The March Of Patriots
The March of Patriots is the inside story of how Paul Keating and John Howard changed Australia. It sees Keating and Howard as conviction politicians, tribal warriors and national interest patriots. Divided by belief, temperament and party, they were united by generation, city and the challenge to make Australia into a successful nation for the globalised age. This book is about the making of policy and the uses of power. It captures the authentic nature of Australian politics as distinct from the polemics advanced by both sides. Its focus is how Keating and Howard as Prime Ministers altered the nation's direction, redefined their parties and struggled over Australia's new economic, social, cultural and foreign policy agendas. A sequel to Paul Kelly's bestselling The End of Certainty, it is based on more than 100 interviews with the two key players, politicians, advisers and public servants.

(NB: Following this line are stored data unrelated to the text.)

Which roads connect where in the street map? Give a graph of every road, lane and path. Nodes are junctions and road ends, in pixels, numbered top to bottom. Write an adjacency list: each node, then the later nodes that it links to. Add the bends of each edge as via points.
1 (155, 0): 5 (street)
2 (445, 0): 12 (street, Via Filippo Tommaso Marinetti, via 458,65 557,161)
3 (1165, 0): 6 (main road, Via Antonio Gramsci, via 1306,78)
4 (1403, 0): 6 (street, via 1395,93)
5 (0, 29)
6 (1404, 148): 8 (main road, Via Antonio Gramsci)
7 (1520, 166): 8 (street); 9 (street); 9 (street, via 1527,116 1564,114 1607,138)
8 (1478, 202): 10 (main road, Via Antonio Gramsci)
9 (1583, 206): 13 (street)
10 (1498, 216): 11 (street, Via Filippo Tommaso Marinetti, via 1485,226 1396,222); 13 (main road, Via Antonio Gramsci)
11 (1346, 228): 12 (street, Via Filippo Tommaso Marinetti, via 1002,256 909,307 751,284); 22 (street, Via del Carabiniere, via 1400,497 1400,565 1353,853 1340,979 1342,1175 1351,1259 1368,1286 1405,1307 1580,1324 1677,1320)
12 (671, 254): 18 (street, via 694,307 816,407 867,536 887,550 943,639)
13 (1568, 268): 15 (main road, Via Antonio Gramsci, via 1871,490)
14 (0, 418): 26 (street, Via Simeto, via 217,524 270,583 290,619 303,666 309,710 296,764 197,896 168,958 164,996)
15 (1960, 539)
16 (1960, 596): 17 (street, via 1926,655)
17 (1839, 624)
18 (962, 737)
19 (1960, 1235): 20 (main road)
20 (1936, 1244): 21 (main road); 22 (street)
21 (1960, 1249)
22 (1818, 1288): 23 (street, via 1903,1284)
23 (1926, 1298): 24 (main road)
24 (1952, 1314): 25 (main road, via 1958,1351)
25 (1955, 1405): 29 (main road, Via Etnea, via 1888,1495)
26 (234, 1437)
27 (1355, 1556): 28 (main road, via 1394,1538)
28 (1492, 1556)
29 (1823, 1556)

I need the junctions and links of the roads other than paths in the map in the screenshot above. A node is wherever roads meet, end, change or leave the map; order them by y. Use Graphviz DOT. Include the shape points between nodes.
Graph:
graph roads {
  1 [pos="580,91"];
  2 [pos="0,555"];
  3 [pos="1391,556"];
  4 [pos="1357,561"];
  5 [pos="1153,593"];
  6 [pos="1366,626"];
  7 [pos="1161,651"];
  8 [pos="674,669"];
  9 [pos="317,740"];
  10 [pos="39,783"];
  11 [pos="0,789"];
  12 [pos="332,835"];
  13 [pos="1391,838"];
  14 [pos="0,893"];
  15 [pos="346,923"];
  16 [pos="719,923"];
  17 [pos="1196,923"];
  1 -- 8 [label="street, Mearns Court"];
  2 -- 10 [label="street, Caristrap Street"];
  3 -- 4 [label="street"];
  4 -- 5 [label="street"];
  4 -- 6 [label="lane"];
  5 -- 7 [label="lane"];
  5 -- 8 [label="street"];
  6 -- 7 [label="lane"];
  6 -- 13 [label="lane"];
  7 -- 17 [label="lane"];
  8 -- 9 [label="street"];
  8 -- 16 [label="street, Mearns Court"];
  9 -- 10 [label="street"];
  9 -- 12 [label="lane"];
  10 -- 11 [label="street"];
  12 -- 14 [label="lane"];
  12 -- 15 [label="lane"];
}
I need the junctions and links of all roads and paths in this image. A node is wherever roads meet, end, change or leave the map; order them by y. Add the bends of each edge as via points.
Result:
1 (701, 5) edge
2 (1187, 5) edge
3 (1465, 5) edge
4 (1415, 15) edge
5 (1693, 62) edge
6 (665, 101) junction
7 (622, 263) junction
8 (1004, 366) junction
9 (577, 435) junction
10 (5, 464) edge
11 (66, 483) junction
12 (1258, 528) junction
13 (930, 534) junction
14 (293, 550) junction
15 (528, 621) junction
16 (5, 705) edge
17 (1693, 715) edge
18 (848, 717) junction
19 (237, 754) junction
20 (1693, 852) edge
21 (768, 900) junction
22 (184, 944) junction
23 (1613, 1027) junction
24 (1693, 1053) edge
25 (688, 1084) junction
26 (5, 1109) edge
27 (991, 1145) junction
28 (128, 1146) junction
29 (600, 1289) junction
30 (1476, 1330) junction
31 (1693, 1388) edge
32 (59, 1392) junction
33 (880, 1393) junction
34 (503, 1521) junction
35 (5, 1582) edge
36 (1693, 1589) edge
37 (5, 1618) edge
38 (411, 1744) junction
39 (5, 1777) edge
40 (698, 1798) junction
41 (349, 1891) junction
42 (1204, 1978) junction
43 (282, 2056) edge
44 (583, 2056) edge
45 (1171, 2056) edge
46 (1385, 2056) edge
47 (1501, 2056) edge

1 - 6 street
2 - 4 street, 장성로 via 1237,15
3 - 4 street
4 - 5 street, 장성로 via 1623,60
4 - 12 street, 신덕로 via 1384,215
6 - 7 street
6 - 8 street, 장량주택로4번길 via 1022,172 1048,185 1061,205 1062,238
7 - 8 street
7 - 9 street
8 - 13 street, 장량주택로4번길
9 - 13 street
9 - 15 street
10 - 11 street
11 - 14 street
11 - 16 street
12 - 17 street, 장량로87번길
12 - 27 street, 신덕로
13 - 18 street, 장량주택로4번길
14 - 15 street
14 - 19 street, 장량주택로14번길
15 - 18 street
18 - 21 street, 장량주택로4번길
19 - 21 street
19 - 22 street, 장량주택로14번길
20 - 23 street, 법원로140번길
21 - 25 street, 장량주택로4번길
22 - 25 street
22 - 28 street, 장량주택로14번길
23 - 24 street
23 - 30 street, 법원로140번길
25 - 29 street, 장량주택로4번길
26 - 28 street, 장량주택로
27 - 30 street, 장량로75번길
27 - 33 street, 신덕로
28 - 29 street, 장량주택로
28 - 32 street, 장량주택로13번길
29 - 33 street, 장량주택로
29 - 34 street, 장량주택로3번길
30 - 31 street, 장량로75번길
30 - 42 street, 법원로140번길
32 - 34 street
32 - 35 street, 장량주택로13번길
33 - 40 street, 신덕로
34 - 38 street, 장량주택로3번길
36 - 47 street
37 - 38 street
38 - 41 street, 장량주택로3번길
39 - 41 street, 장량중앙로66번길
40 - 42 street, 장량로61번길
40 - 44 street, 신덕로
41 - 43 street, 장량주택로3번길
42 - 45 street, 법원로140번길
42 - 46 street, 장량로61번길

It relies heavily on 'on the record' disclosures and new documents from the period. Its theme is that Keating and Howard, as rivals and unrecognised collaborators, are best seen together, and that their legacy is impressive, contradictory and incomplete.
- Electronic book text
- 01 Apr 2014
- Melbourne University Press
- Melbourne University Press Digital
About Paul Kelly
Paul Kelly is Editor-at-Large of The Australian. He was previously Editor-in-Chief of the paper and he writes on Australian politics, public policy and international affairs. Paul has covered Australian governments from Gough Whitlam to Kevin Rudd and spent two decades in the Canberra Press Gallery. He is a regular commentator on ABC Television for the Insiders program. Paul is the author of six books: The Unmaking of Gough, The Hawke Ascendancy, The End of Certainty, November 1975, Paradise Divided and 100 Years: The Australian Story. In 2001 he presented a five-part documentary series for the ABC on Australia's first century. Paul was Graham Perkin Journalist of the Year (1990) and Weary Dunlop medallist for 2005. He has been a Fellow of the Kennedy School of Government at Harvard University, a long-time participant in the Australia-America Leadership Dialogue, and is a former board member of the Australia-Indonesia Institute.